Both ER stress and inflammation are intimately connected for a number of reasons. First of all, mediators of inflammation and ER stress utilize, at least in part, common downstream signaling pathways (e.g., NF-κB activation). This is one of the reasons that ER stress and inflammation can trigger each other even at a cell autonomous level. Second, signaling components of the inflammatory process as well as ER stress are also shared by several metabolic routes, resulting in a causative relationship between these processes and the regulation of energy metabolism. Third, either process is activated chronically at a moderate level during obesity. Fourth, nutrients, most prominently saturated fatty acids, can induce central ER stress as well as an inflammatory response. Fifth, both obesity-associated ER stress and elevated inflammation appear to be reversible, at least in rodents.

Various studies conducted in rodents as well as results from humans suggest that obesity is accompanied by elevated ER stress and inflammation in the CNS. Our knowledge on central ER stress in regard to the possible role of UPR in glia is rather limited, and most of the metabolic studies have so far focused on ER stress in neurons. Central inflammation encompasses neurons as well as glia, and astrogliosis and microgliosis have detrimental consequences in the hypothalamic circuits regulating energy balance. What triggers hypothalamic ER stress or inflammation in the first place is not fully uncovered; however nutrient-related inputs, such as saturated fatty acids, appear to play a causative role. Induction of hypothalamic ER stress contributes to a positive energy balance, and this is mediated at least in part due to the direct impact on altered prohormone processing as in the case for POMC. Inflammatory mediators are classically accompanied by an anorexic response; however prolonged activation of central inflammatory pathways results in elevated food intake and/or increased weight gain. This is a major distinction in the effect of central inflammation when considered in an acute vs. chronic setting. Genetic and pharmacological evidence suggest that amelioration of the hypothalamic ER stress and inflammation that accompanies obesity result in weight loss, improved glucose metabolism, and improved cardiovascular functions. It is finally important to note the similarity between obesity and the aging process in regard to their association to central inflammation and ER stress. The results indicating that suppression of neuronal inflammation confers longevity in mice point out the importance of CNS inflammation on overall mammalian physiology.

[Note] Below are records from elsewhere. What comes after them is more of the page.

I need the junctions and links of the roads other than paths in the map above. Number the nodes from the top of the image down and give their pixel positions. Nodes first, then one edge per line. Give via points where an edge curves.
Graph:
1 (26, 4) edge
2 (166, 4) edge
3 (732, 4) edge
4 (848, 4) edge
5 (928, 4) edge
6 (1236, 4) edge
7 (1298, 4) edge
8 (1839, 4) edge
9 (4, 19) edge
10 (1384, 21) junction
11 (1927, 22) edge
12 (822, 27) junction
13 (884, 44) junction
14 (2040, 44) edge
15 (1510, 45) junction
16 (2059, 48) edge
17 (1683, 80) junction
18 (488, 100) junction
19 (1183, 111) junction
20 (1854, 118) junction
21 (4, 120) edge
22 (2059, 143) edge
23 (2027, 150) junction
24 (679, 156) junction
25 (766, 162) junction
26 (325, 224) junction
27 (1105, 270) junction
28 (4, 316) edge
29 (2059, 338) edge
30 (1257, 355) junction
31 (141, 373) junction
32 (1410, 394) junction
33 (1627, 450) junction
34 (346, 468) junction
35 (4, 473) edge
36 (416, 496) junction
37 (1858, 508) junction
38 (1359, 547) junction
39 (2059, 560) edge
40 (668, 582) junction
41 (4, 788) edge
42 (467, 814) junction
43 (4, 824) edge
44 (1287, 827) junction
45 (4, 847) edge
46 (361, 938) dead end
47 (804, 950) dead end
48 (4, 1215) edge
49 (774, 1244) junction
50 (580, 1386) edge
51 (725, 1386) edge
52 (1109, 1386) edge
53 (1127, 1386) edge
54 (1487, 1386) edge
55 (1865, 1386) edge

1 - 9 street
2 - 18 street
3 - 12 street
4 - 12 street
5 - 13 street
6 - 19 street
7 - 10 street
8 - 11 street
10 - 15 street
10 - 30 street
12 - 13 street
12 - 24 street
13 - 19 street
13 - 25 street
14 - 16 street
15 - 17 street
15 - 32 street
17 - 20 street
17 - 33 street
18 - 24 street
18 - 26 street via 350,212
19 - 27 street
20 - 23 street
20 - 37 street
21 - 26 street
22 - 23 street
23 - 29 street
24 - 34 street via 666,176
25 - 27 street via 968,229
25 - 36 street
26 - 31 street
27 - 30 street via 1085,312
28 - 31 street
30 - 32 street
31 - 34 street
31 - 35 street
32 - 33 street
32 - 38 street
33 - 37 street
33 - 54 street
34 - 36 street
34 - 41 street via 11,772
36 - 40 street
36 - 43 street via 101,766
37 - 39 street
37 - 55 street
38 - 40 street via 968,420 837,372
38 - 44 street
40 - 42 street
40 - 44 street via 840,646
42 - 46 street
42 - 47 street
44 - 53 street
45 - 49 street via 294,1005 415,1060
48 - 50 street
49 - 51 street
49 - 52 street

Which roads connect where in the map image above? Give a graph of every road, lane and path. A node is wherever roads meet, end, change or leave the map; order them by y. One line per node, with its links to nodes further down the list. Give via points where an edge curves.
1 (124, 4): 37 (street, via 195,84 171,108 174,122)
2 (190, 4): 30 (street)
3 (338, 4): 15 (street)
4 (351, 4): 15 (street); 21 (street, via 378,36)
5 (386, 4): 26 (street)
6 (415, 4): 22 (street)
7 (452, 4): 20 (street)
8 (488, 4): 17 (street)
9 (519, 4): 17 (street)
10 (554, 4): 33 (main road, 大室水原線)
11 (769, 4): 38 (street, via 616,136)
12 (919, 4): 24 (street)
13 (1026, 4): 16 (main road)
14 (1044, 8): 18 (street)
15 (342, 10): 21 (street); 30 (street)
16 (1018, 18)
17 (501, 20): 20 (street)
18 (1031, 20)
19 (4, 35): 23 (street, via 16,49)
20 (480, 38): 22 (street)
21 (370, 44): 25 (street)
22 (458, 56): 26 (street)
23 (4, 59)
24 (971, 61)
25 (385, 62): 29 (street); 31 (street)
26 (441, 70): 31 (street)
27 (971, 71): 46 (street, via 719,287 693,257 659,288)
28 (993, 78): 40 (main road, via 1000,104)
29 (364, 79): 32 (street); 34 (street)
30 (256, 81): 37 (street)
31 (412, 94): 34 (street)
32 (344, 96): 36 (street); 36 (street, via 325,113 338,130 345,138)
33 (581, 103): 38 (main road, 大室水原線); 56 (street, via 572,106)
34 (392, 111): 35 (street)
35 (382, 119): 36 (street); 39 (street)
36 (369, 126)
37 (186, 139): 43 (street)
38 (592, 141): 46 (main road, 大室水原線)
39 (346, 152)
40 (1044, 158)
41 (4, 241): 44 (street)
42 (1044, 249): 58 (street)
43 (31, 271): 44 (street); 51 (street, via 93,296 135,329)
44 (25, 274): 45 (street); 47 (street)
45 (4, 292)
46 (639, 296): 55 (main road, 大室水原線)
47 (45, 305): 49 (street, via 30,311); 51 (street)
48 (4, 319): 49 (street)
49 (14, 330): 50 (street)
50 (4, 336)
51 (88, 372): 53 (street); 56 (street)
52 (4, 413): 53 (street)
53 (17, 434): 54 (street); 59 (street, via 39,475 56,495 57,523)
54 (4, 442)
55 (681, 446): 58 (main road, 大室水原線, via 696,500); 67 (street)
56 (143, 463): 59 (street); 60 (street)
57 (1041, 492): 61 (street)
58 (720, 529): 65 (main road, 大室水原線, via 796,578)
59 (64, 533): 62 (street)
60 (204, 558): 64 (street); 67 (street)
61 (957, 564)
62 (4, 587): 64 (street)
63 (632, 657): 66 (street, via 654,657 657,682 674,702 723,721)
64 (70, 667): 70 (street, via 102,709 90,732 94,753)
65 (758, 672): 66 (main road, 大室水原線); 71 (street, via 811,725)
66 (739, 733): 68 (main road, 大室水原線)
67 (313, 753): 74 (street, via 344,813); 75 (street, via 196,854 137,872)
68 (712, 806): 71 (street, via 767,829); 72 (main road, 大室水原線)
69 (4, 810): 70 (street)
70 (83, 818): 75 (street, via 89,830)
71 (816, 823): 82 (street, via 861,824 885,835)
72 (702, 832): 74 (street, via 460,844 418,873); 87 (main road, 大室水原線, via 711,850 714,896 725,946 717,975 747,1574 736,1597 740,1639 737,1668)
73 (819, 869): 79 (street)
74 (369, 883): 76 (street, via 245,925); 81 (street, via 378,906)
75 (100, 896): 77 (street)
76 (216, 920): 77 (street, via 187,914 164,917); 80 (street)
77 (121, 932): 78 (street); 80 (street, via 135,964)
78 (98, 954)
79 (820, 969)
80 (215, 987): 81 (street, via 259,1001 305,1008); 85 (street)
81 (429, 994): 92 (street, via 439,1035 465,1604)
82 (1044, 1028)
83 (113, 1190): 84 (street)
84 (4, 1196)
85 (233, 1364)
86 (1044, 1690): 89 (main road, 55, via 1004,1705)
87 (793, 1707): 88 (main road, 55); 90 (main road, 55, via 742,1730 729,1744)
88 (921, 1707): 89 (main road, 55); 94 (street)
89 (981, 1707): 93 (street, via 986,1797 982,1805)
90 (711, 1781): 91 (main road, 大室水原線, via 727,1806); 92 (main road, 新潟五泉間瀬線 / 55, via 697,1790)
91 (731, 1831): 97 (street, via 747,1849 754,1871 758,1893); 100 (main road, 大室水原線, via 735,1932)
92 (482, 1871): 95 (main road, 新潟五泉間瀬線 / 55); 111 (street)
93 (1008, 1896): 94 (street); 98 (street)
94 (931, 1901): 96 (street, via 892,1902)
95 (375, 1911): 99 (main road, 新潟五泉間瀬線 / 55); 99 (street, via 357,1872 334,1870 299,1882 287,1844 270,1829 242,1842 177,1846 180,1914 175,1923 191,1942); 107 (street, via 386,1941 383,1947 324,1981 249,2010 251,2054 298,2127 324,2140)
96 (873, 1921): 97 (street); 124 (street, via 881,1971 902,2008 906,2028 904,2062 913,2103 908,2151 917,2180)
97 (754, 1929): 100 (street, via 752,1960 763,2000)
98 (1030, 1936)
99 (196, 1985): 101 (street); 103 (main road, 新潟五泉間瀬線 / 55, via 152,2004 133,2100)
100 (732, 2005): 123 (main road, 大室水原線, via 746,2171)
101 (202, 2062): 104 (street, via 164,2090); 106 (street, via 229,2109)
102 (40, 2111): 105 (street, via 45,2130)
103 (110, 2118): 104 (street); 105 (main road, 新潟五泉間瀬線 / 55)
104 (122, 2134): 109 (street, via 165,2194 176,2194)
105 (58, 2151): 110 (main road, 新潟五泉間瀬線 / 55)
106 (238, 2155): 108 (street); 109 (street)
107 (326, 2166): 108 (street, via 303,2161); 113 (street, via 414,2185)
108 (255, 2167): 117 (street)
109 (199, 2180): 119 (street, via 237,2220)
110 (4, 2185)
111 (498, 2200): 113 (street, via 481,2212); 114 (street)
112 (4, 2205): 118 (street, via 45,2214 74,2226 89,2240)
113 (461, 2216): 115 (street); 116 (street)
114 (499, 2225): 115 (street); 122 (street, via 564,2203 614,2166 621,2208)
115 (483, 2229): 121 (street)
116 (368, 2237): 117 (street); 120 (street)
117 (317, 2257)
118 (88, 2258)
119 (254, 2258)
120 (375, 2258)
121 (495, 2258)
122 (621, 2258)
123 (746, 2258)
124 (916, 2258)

It is vital to the understanding of biology that the cells or organisms are more than a collection of individual components (organelles or tissues) put together. As Aristotle said, “the whole is more than the sum of its parts.” As such, there is a sophisticated communication system evolved to maintain the homeostasis in multicellular organisms. Components of the inflammatory process and the UPR should be evaluated from this perspective at the organismal level. Cell autonomous stress response pathways function to restore the homeostatic boundaries; however they have non-cell autonomous consequences (e.g., ER stress-induced hepatic FGF21 secretion) that translate into whole animal physiology. While cellular components of the UPR and inflammation are rather well-characterized, how these processes affect homeostatic brain centers including the hypothalamus and the brain stem is only beginning to be uncovered. A comprehensive understanding of the causes of the CNS inflammation and ER stress and how these processes interact with the metabolic regulatory routes will help us devise novel therapeutic opportunities for the treatment of metabolic diseases such as obesity.

Questions

  1. 1.

    What are the differences between central and peripheral inflammation? How does innate vs. acquired immunity play a role in CNS inflammation?

  2. 2.

    What are the causes and consequences of acute vs. chronic inflammation on energy balance?

  3. 3.

    What is the relationship between ER stress and inflammation? What are the signaling pathways that connect them?

  4. 4.

    What are the signaling routes that communicate between the ER and the nucleus? How conserved are they?

  5. 5.

    How does hypothalamic ER stress interfere with the regulation of energy homeostasis?